Garrison information
- Occupants: Depot of the Intelligence Corps

= Maresfield Camp =

British Army camp

Maresfield Camp was a camp of the British Army at Maresfield in East Sussex. It served as the depot of the Intelligence Corps.

==History==
The camp was established when the southwest part of the Maresfield Park Estate was requestioned by the War Office from Count Alexander Münster in 1914. During the First World War, it served as a training camp for Kitchener's Army and as a riding school for yeomanry units, where they were prepared for deployment to the Western Front.

In 1920, it became the School of Signals and Signal Training Centre and continued to serve in that role until the school moved to Catterick Garrison, in North Yorkshire in 1925. The Royal Signals continued to use the camp and the Band of the Royal Corps of Signals was formed there in August 1938.

A large number of units were accommodated at the camp in anticipation of the Normandy landings during the Second World War and King George VI inspected the troops at the camp shortly before they departed for their ports of embarkation on the south coast. In 1948, the army camp became the depot of the Intelligence Corps. The playwright, Alan Bennett, was one of those who spent part of their National Service at the camp in the 1950s. The camp continued to serve as the corps depot until the Intelligence Corps moved to Templer Barracks in Ashford, Kent in 1966.

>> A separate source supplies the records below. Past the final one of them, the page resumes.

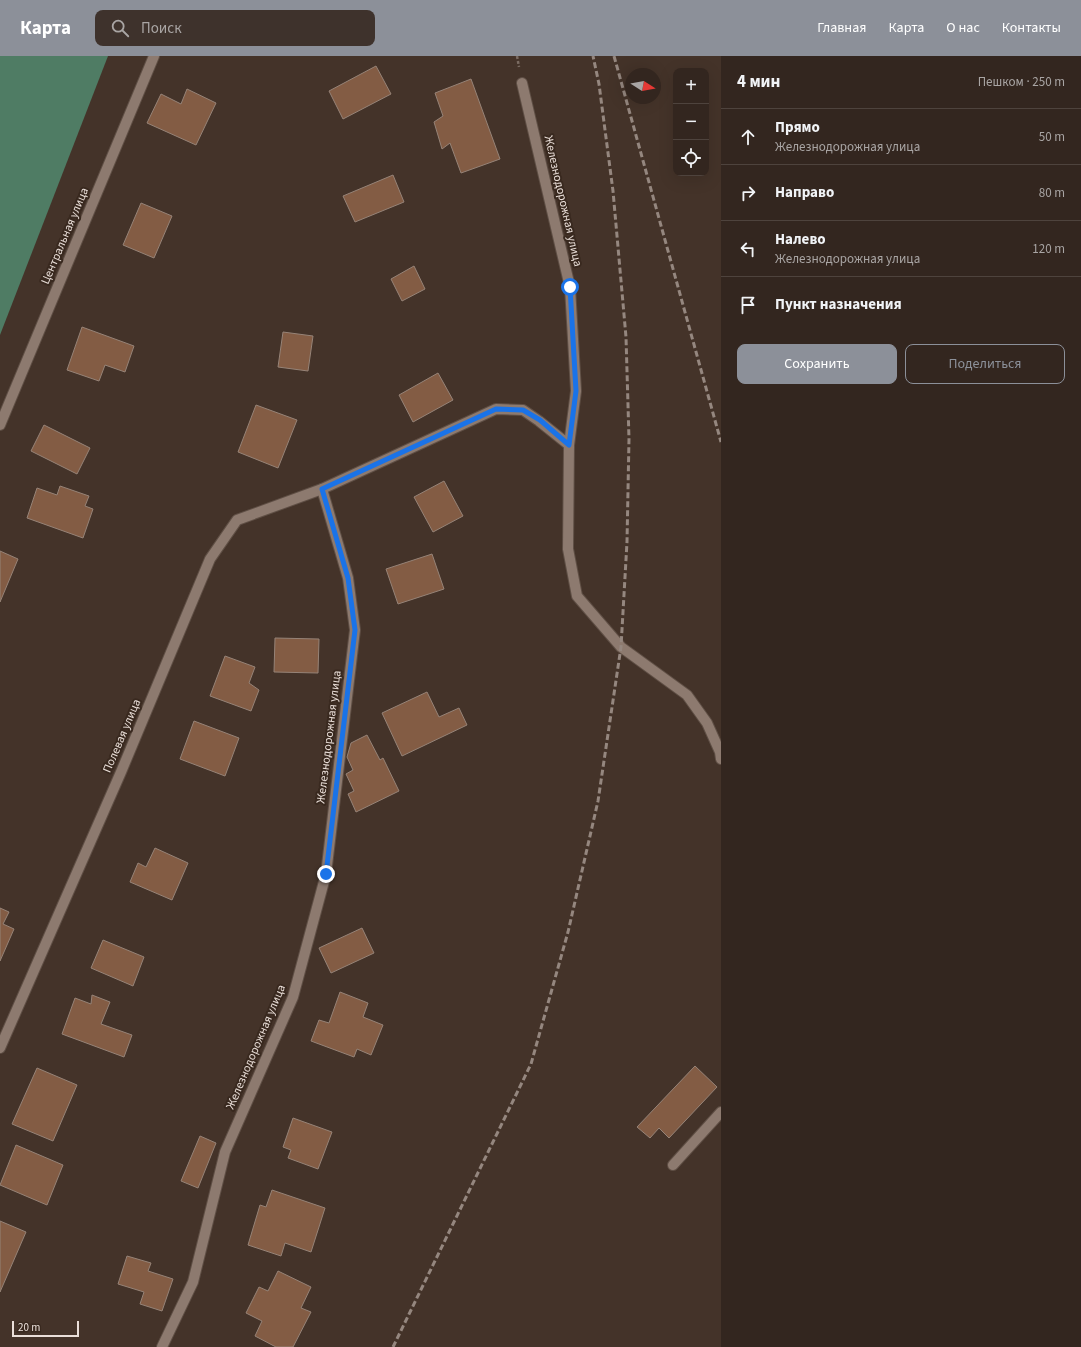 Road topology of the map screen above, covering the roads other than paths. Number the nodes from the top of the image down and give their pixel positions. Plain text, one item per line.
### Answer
1 (154, 56) edge
2 (522, 83) dead end
3 (0, 425) edge
4 (569, 445) junction
5 (322, 489) junction
6 (721, 759) edge
7 (0, 1048) edge
8 (721, 1112) edge
9 (673, 1165) dead end
10 (162, 1347) edge

1 - 3 street, Центральная улица
2 - 4 street, Железнодорожная улица
4 - 5 street, Полевая улица
4 - 6 street, Железнодорожная улица
5 - 7 street, Полевая улица
5 - 10 street, Железнодорожная улица
8 - 9 street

In February 1967, the Queen's Own Hussars arrived at the camp from where squadrons were deployed to Aden in July 1967, to Sharjah in July 1967, to Singapore in October 1968 and to Cyprus in June 1969. After the camp was decommissioned, the site was redeveloped and was made available for use as the training centre for East Sussex Fire and Rescue Service and for use by small and medium sized businesses as Ashdown Business Park.